__RECORDS SUPPLIED__:
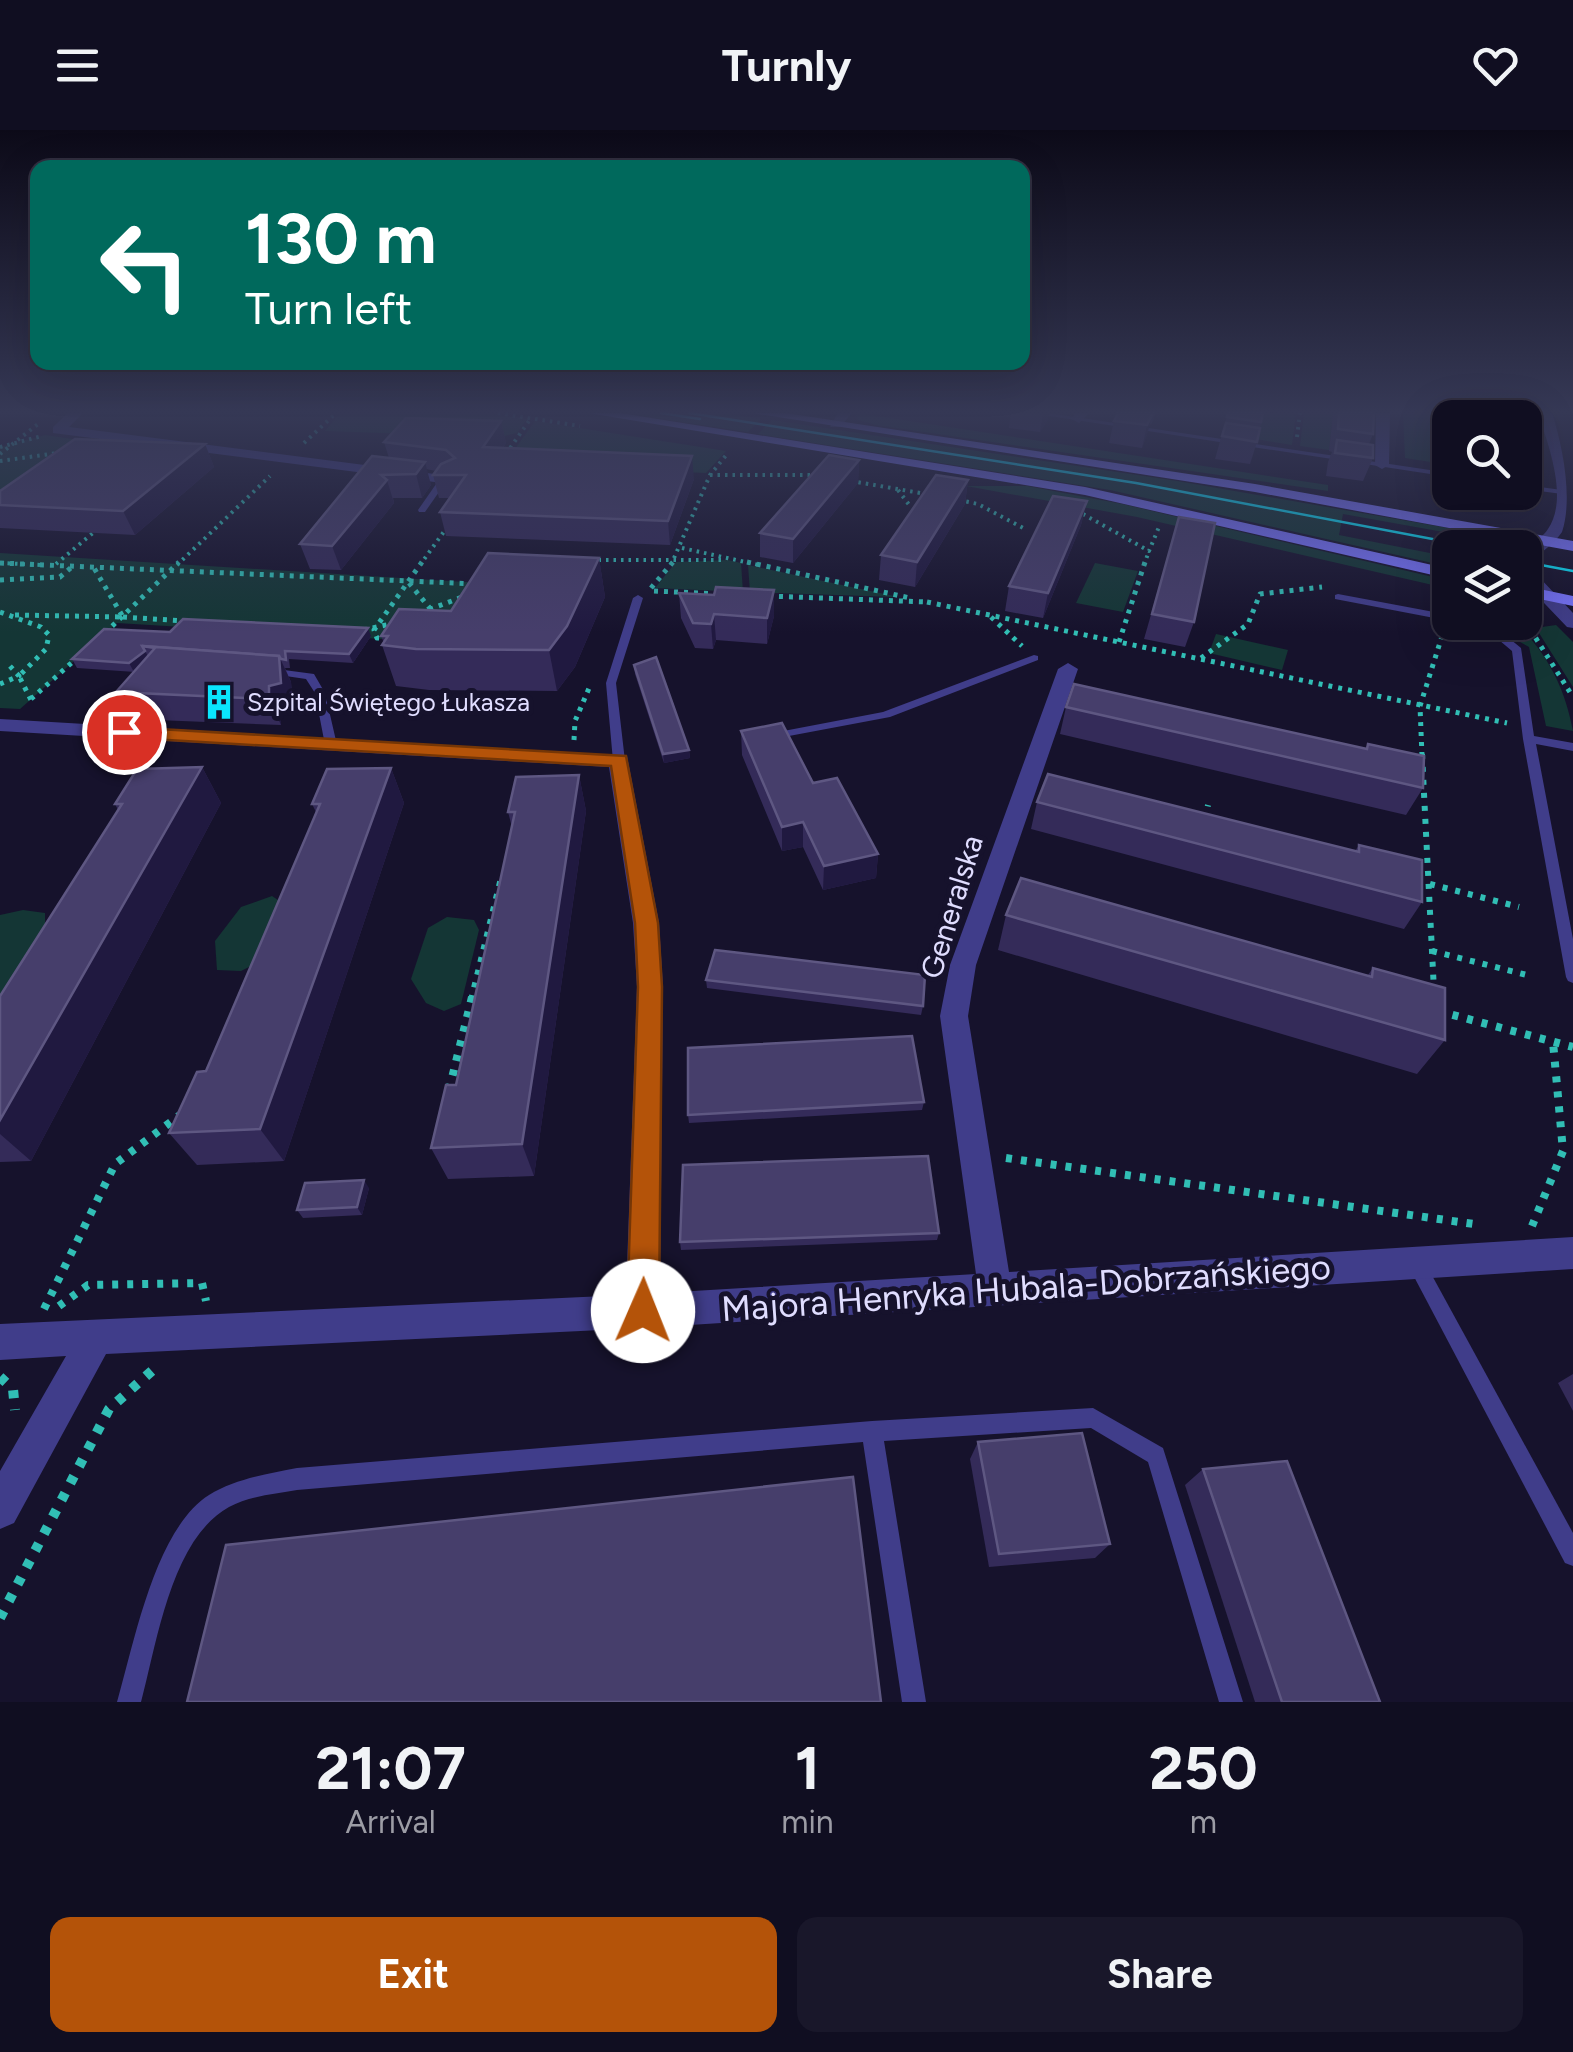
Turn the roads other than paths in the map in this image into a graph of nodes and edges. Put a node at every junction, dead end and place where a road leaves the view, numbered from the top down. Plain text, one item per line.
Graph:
1 (441, 486) edge
2 (1052, 486) edge
3 (1244, 486) edge
4 (1542, 492) edge
5 (1568, 500) edge
6 (422, 510) dead end
7 (1545, 540) junction
8 (1542, 543) edge
9 (1573, 546) edge
10 (1432, 570) edge
11 (1542, 591) edge
12 (1542, 595) edge
13 (1338, 596) dead end
14 (1547, 596) junction
15 (638, 598) dead end
16 (1573, 601) edge
17 (1432, 615) edge
18 (1573, 623) edge
19 (1505, 640) edge
20 (1034, 658) dead end
21 (258, 670) edge
22 (1068, 670) dead end
23 (139, 678) edge
24 (10, 726) edge
25 (89, 730) junction
26 (1529, 733) junction
27 (756, 739) edge
28 (331, 745) junction
29 (1573, 746) edge
30 (620, 761) junction
31 (1573, 976) edge
32 (1573, 1254) edge
33 (1416, 1264) junction
34 (995, 1290) junction
35 (643, 1311) junction
36 (95, 1339) junction
37 (14, 1342) edge
38 (872, 1430) junction
39 (0, 1508) edge
40 (1573, 1555) edge
41 (129, 1702) edge
42 (914, 1702) edge
43 (1231, 1702) edge

1 - 6 lane
2 - 10 street
3 - 7 street
4 - 5 lane
5 - 7 street
7 - 8 street
7 - 9 street
11 - 14 street
12 - 14 street
13 - 17 lane
14 - 16 street
14 - 18 street
15 - 30 lane
19 - 26 lane
20 - 27 lane
21 - 28 lane
22 - 34 street, Generalska
23 - 25 lane
24 - 25 street
25 - 28 street
26 - 29 lane
26 - 31 lane
28 - 30 street
30 - 35 street
32 - 33 street, Majora Henryka Hubala-Dobrzańskiego
33 - 34 street, Majora Henryka Hubala-Dobrzańskiego
33 - 40 lane
34 - 35 street, Majora Henryka Hubala-Dobrzańskiego
35 - 36 street, Majora Henryka Hubala-Dobrzańskiego
36 - 37 street, Majora Henryka Hubala-Dobrzańskiego
36 - 39 street
38 - 41 lane
38 - 42 lane
38 - 43 lane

__TASK__: Across the material above, how many lines have the word "Majora" in them? Answer with a bare number.

__EXERCISE RESPONSE__: 5